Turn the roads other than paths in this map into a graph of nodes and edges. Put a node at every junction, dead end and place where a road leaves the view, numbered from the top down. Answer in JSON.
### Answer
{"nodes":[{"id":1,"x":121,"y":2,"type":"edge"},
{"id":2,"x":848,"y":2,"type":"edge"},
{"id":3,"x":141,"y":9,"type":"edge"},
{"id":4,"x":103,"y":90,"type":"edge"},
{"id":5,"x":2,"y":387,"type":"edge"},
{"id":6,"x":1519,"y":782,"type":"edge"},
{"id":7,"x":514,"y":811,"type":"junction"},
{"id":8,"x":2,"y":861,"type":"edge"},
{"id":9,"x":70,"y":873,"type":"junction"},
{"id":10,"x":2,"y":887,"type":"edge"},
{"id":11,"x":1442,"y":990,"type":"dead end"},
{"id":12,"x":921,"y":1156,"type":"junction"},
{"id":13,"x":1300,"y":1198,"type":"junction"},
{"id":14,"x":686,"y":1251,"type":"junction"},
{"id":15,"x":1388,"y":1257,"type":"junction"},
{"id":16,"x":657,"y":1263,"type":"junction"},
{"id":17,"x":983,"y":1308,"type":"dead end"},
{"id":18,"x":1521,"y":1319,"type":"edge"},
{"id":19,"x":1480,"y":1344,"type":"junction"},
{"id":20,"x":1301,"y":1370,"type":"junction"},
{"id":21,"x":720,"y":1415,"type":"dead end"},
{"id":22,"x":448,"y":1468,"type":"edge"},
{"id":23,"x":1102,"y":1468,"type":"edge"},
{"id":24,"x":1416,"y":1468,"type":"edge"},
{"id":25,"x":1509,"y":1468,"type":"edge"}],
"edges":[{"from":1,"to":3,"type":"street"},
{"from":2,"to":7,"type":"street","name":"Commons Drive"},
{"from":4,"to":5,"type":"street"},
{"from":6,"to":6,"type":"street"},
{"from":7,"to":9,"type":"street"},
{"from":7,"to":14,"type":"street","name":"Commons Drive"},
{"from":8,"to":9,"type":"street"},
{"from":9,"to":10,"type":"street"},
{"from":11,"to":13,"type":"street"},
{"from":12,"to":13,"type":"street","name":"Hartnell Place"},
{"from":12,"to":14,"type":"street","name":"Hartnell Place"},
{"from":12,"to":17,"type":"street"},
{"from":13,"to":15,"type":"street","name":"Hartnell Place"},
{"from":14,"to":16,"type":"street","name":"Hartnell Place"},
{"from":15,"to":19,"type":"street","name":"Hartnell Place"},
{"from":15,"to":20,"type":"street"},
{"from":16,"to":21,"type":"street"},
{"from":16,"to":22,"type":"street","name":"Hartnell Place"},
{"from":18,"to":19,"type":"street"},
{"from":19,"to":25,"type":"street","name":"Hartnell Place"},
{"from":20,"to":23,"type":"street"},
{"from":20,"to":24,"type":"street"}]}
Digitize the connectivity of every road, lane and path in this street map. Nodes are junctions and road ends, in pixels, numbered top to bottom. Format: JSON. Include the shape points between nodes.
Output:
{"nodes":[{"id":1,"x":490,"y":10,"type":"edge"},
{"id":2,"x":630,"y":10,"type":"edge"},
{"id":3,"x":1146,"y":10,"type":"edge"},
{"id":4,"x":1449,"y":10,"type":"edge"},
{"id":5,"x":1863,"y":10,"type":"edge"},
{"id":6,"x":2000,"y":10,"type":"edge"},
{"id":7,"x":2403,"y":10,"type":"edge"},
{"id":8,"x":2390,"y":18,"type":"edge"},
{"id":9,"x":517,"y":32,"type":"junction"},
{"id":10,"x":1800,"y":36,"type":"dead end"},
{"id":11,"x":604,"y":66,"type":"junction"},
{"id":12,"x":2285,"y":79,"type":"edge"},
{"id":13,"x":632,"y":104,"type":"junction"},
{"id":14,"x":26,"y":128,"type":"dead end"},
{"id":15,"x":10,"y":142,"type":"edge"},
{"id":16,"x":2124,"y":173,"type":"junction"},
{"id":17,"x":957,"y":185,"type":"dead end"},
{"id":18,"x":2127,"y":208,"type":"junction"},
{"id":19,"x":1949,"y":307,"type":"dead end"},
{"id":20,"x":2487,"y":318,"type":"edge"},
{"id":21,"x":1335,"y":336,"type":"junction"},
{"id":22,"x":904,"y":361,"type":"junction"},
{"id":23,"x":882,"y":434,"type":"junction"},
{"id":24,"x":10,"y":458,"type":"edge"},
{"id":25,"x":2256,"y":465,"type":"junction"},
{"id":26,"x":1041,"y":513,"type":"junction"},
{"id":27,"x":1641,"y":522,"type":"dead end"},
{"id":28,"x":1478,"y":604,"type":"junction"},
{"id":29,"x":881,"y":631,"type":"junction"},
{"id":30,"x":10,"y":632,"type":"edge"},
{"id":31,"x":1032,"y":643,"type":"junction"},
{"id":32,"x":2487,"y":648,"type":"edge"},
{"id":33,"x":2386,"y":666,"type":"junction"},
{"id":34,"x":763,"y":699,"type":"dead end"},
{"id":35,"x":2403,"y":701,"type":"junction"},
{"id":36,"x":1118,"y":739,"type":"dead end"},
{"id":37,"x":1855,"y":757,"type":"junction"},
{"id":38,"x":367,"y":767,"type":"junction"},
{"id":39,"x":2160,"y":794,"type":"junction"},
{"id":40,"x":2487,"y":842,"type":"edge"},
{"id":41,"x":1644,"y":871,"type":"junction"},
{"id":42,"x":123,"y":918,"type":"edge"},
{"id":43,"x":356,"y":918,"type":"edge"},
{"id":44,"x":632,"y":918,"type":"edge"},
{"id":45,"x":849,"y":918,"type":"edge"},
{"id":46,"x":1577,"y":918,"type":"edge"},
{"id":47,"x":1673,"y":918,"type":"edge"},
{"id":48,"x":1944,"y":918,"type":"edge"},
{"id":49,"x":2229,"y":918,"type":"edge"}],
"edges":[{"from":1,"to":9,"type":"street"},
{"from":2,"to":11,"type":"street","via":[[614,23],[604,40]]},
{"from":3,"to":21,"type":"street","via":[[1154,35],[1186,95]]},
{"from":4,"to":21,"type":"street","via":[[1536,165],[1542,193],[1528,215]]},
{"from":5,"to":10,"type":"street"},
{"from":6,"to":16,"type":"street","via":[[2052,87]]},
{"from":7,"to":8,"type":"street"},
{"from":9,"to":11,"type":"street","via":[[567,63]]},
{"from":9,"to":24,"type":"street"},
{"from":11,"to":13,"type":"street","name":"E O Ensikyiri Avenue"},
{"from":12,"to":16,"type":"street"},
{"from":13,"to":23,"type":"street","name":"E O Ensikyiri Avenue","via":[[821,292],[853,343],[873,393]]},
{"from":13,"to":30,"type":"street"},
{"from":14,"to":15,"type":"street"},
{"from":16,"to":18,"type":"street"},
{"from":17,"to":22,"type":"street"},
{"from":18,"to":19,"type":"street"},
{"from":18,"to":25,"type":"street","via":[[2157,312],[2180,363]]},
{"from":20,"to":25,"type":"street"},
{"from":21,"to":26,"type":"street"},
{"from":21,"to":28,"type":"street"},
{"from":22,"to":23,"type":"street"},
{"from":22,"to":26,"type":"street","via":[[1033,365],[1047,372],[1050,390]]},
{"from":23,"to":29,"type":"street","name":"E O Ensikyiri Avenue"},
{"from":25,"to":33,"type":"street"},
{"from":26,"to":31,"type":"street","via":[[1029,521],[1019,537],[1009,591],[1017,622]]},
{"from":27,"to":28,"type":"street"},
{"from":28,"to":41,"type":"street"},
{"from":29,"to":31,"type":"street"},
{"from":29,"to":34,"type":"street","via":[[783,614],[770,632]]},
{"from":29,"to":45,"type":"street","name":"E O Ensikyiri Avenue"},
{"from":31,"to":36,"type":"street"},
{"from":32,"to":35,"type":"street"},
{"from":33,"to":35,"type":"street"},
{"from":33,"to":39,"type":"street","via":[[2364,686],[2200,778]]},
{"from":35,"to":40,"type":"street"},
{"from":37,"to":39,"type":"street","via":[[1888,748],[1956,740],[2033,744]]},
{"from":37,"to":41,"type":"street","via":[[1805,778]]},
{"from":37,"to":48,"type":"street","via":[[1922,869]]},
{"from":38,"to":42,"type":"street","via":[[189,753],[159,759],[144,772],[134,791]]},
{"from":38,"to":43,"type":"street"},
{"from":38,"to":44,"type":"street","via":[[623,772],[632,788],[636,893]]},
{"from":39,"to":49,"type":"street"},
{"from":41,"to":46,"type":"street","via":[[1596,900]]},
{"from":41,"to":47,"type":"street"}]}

Task statement | Bring together every line in the entries that holds the string "numbered".

Solved problem |
Turn the roads other than paths in this map into a graph of nodes and edges. Put a node at every junction, dead end and place where a road leaves the view, numbered from the top down. Answer in JSON.
Digitize the connectivity of every road, lane and path in this street map. Nodes are junctions and road ends, in pixels, numbered top to bottom. Format: JSON. Include the shape points between nodes.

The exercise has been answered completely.